The opening to Chris’ Nott’s memoir Call Sign Chopper is out of James Bond; in an accomplished and economical piece of writing, the author grabs the reader’s attention with visceral danger. We’re in a 4x4 with Chris in Haiti as he finds himself driving towards a ‘manifestation’ – an on-street riot with burning tyres blocking the road, cars being hijacked and someone appearing to be on fire in the barricade. Chris gets out of that and a few blocks away all is calm and he orders a hamburger. That’s our introduction to the chaotic and intermittently if at all lawful island of Haiti, where ‘life is cheap’ (page 251); where the supermarket's windows all have grilles (picture, page 133); where even the bottled beer can be dangerous and where women expose their breasts if they think it will help get some trade (page 55; among other places). And yes, there is vodou (page 256 onwards; and it’s painful, and yes, apparently soon fatal).
It makes the Southmead estate in Bristol sound tame by comparison. Chris whizzes through his near 30 years in the police which ends with an accidental broken neck. He was training the Bristol Doorsafe scheme – one of the local door superviser training courses around the UK in the 1990s, the era before the Security Industry Authority (SIA). When he had to leave the police, he enrolled on one of the courses he had helped to run and became a doorman: “I believe that anyone considering a career in the police or military should work at least six months of weekends on the door of a lively bar or nightclub,” he writes wisely. The equivalent is there in many trades and professions; the point as Chris spells out is that it tests your qualities required; not only the job skills, but having strength of character, and getting into the team culture. He does admit that in those days doors were ‘something of a cowboy business’ thanks to drug dealing and other crime.
Also of interest to the security career person is how one thing can lead to another – if you are alive enough to opportunities. Thus for Chris, door work and training led to the BBC TV documentary series Muscle in 2000; and a few non-speaking roles as a copper or gangster. Interestingly, Chris reports that his former police colleagues took a dislike to Muscle. He got over his mid-life crisis by first doing ship security work and then in 2002 took up the offer of joining the protection unit of the embattled president of Haiti installed by the United States, Aristide. After Chris' time, Aristide went into exile in South Africa.
Chris from then on immerses us in the sights, sounds and smells of Haiti: the strong coffee, the heat – of the sort which hits the first-time visitor at the airport – the begging urchins, the general hustle and hurly-burly (‘it was a sensory overload!’ – page 40).
“We carried out the dangerous, hard contact, day and night job of keeping the president and his family alive.” Chris gives us several stories in one – besides the work and off-duty hours, what he saw as a blann (‘white man’) of the country (the theft of electric power, home invasions, the street protection rackets to look after your parked car) and what he made of his loud, profane, mainly American colleagues.

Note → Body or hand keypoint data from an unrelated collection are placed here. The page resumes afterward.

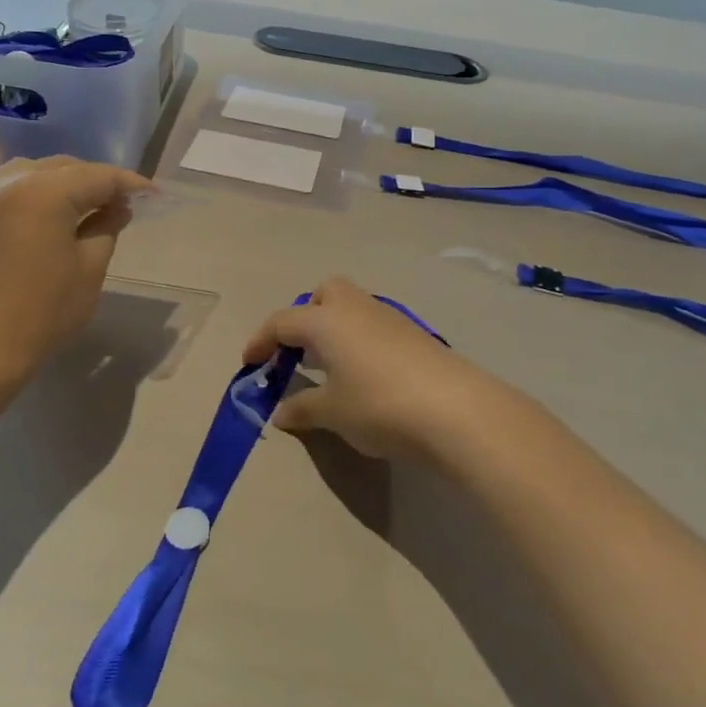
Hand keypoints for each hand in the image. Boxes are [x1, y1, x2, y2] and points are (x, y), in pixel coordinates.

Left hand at [0, 157, 151, 381]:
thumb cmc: (41, 312)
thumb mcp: (89, 270)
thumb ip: (107, 228)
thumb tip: (118, 207)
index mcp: (45, 192)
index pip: (98, 176)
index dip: (129, 184)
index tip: (152, 195)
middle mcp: (10, 182)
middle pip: (64, 167)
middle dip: (96, 181)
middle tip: (121, 204)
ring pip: (33, 173)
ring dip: (63, 183)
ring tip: (84, 208)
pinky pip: (9, 189)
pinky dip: (34, 194)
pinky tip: (47, 218)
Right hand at [240, 276, 516, 465]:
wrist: (456, 410)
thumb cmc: (379, 405)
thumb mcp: (332, 413)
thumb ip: (302, 408)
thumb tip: (281, 412)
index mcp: (326, 320)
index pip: (282, 321)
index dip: (261, 341)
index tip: (249, 364)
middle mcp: (356, 309)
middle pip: (324, 293)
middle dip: (307, 316)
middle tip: (300, 353)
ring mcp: (390, 319)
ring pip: (353, 308)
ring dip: (335, 330)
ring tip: (330, 370)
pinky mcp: (415, 335)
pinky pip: (375, 327)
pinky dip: (360, 343)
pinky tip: (365, 378)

The main character in the book is as much Haiti as the author – with such enticing chapter titles as ‘Ring of Tyres’, ‘Cannibal Army’, and ‘Tittie Run’ (and yes, the subject is roughly what you might think it is - 'my first social outing with the Americans'). Rather than give a digest of all, ‘Free Rice?’ gives a flavour (pardon any pun) of the country, the police (an ‘oppressive arm of the government and inept at police work’, page 253), Aristide and the difficult job of VIP protection. Briefly, the bright idea was for Aristide to connect with his supporters in the capital Port-au-Prince by doling out free two-kilo bags of charity rice, and entertain the crowd with a popular band. It goes wrong; the giving of rice to the starving becomes chaotic and in the crush Chris fears that he’s going to die in the crush in front. Even shots won’t stop the unfolding mass fatality. The bags get tossed into the crowd in an effort to keep people at bay, and to get Aristide (protected in a hug by his bodyguard) away in his limo. That chapter concludes (page 208): “I could see dead bodies trampled underfoot - I have no idea how many. The crowd were attempting to close in on us but we left them floundering in our wake. There were no further rice-runs.”

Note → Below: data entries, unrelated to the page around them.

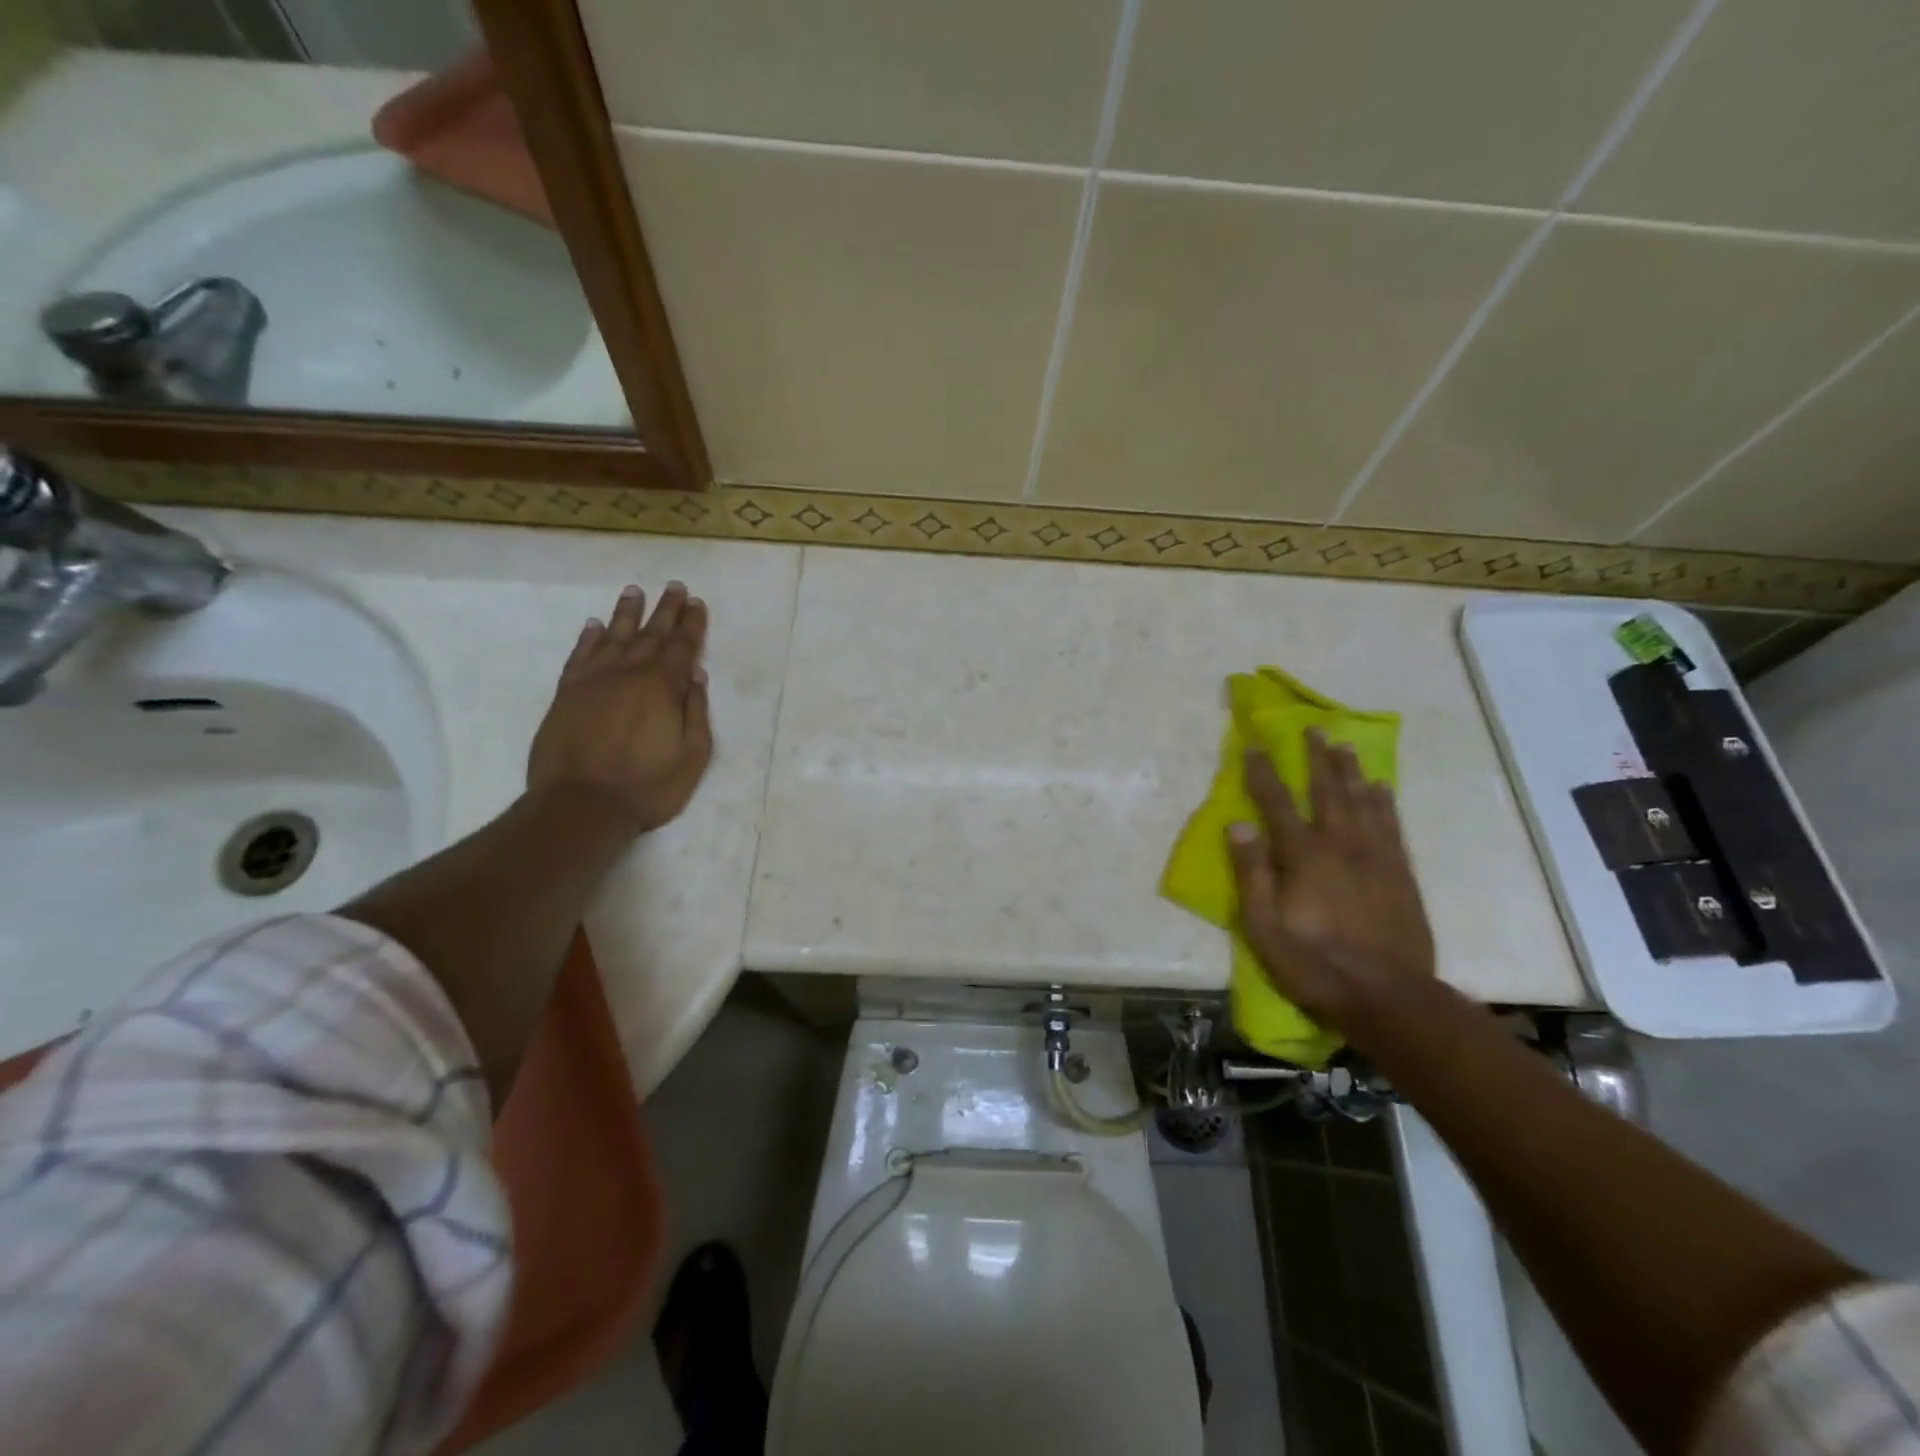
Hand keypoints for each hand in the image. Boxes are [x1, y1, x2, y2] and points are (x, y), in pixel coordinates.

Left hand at [527, 581, 713, 836]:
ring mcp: (594, 681)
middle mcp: (628, 674)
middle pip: (651, 634)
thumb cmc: (647, 787)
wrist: (581, 805)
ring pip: (614, 637)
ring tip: (635, 591)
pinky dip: (589, 638)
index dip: (692, 624)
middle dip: (665, 610)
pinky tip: (595, 625)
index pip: (682, 647)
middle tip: (674, 586)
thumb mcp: (692, 756)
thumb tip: (696, 676)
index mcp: (662, 687)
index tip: (697, 603)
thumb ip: (696, 713)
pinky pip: (580, 656)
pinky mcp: (567, 694)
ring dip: (627, 613)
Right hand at [1226, 731, 1435, 1027]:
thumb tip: (1237, 825)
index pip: (1278, 804)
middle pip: (1328, 791)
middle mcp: (1342, 846)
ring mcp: (1377, 858)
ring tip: (1344, 747)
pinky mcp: (1401, 874)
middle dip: (1317, 758)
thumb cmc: (1315, 964)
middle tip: (1314, 729)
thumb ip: (1251, 874)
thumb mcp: (1264, 927)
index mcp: (1304, 856)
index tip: (1253, 746)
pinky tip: (1380, 789)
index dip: (1263, 773)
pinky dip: (1384, 803)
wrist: (1389, 998)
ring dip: (1351, 772)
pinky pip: (1392, 826)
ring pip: (1363, 802)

This well-written memoir has plenty that the security person can learn from, besides smile and laugh and nod along to, such as the unexpected object that a Liverpool doorman used to disarm trouble-makers at his door (page 20).
The best compliment to give Chris Nott is that I hope he goes on to write more, and the very end of the book hints at a sequel. Perhaps as well he could go beyond his first-person memories. Although; if he were to turn his hand to fiction, nothing imaginary would be as wild, exciting or exotic as what he writes of in Haiti.